Gather every line of the entries that includes the word "main".

═══ Records for this exercise

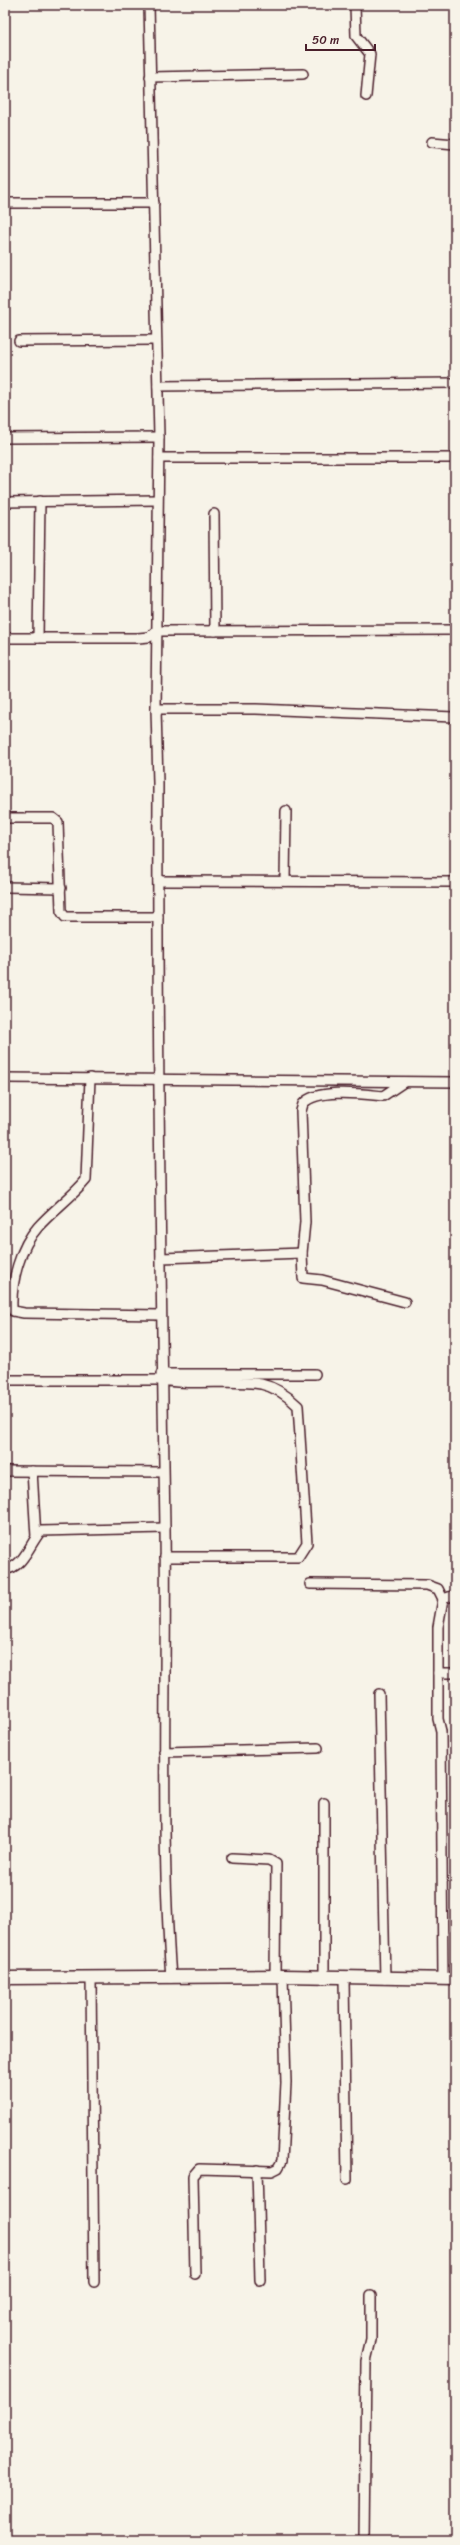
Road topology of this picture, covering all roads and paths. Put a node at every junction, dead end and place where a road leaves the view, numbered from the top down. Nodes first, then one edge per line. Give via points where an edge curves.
1 (149, 5) edge
2 (355, 5) edge
3 (303, 74) dead end
4 (150, 77) junction
5 (366, 96) dead end
6 (432, 142) dead end
7 (455, 144) edge
8 (5, 203) edge
9 (154, 203) junction
10 (19, 340) dead end
11 (156, 340) junction
12 (455, 384) edge
13 (158, 386) junction
14 (159, 437) junction
15 (5, 438) edge
16 (159, 458) junction
17 (455, 458) edge
18 (157, 500) junction
19 (40, 501) junction
20 (5, 502) edge
21 (214, 514) dead end
22 (455, 630) edge
23 (156, 631) junction
24 (215, 631) junction
25 (5, 638) edge
26 (38, 638) junction
27 (156, 709) junction
28 (454, 717) edge
29 (286, 811) dead end
30 (5, 818) edge
31 (158, 881) junction
32 (285, 881) junction
33 (455, 882) edge
34 (5, 887) edge
35 (61, 888) junction
36 (158, 917) junction
37 (5, 1078) edge
38 (90, 1078) junction
39 (159, 1080) junction
40 (404, 1082) junction
41 (455, 1082) edge
42 (302, 1253) junction
43 (161, 1258) junction
44 (405, 1302) dead end
45 (161, 1315) junction
46 (315, 1374) dead end
47 (161, 1377) junction
48 (5, 1380) edge
49 (5, 1471) edge
50 (32, 1471) junction
51 (163, 1472) junction
52 (165, 1528) junction
53 (36, 1537) junction
54 (165, 1557) junction
55 (5, 1569) edge
56 (310, 1584) dead end
57 (455, 1595) edge
58 (442, 1599) junction
59 (438, 1673) junction
60 (455, 1673) edge
61 (379, 1694) dead end
62 (318, 1748) dead end
63 (164, 1752) junction
64 (324, 1803) dead end
65 (232, 1858) dead end
66 (279, 1976) junction
67 (5, 1978) edge
68 (91, 1978) junction
69 (171, 1978) junction
70 (324, 1979) junction
71 (344, 1979) junction
72 (385, 1979) junction
73 (449, 1979) edge
74 (257, 2170) junction
75 (347, 2179) dead end
76 (195, 2274) dead end
77 (260, 2280) dead end
78 (94, 2282) dead end
79 (372, 2295) dead end
80 (364, 2540) edge

1 - 4 street
2 - 5 street via 356,36 370,54
3 - 4 street
4 - 9 street
6 - 7 street
8 - 9 street
9 - 11 street
10 - 11 street
11 - 13 street
12 - 13 street
13 - 14 street
14 - 15 street
14 - 16 street
16 - 17 street
16 - 18 street
18 - 19 street
18 - 23 street
19 - 20 street
19 - 26 street
21 - 24 street
22 - 24 street
23 - 24 street
23 - 26 street via 146,638
23 - 27 street
25 - 26 street
27 - 28 street via 256,709
27 - 31 street
29 - 32 street
30 - 35 street via 53,818 58,822
31 - 32 street
31 - 36 street
32 - 33 street
34 - 35 street
35 - 36 street via 62,911 65,917
36 - 39 street
37 - 38 street
38 - 39 street
38 - 45 street via 86,1180 37,1228 13,1280 12,1308 13,1311 24,1313
39 - 40 street
39 - 43 street
40 - 41 street
40 - 42 street via 387,1095 318,1095 309,1098 303,1104
42 - 43 street
42 - 44 street via 303,1278 322,1280
43 - 45 street
45 - 47 street
46 - 47 street
47 - 48 street
47 - 51 street
47 - 54 street via 178,1383 261,1384 279,1391 298,1406 307,1534 307,1543 298,1557
49 - 50 street
50 - 51 street
50 - 53 street
51 - 52 street
52 - 53 street via 41,1531
52 - 54 street
53 - 55 street via 14,1567
54 - 63 street
56 - 58 street via 427,1585 438,1589
57 - 58 street
58 - 59 street via 438,1627
59 - 60 street
59 - 73 street
61 - 72 street
62 - 63 street
63 - 69 street via 166,1914
64 - 70 street
65 - 66 street via 269,1860 276,1864
66 - 69 main road
66 - 70 main road
66 - 74 street via 286,2083 284,2150 278,2168 272,2171
67 - 68 main road
68 - 69 main road
68 - 78 street
70 - 71 main road
71 - 72 main road
71 - 75 street
72 - 73 main road
74 - 76 street via 199,2169 195,2172
74 - 77 street
79 - 80 street via 371,2340 366,2361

══════

Exercise response »
66 - 69 main road
66 - 70 main road
67 - 68 main road
68 - 69 main road
70 - 71 main road
71 - 72 main road
72 - 73 main road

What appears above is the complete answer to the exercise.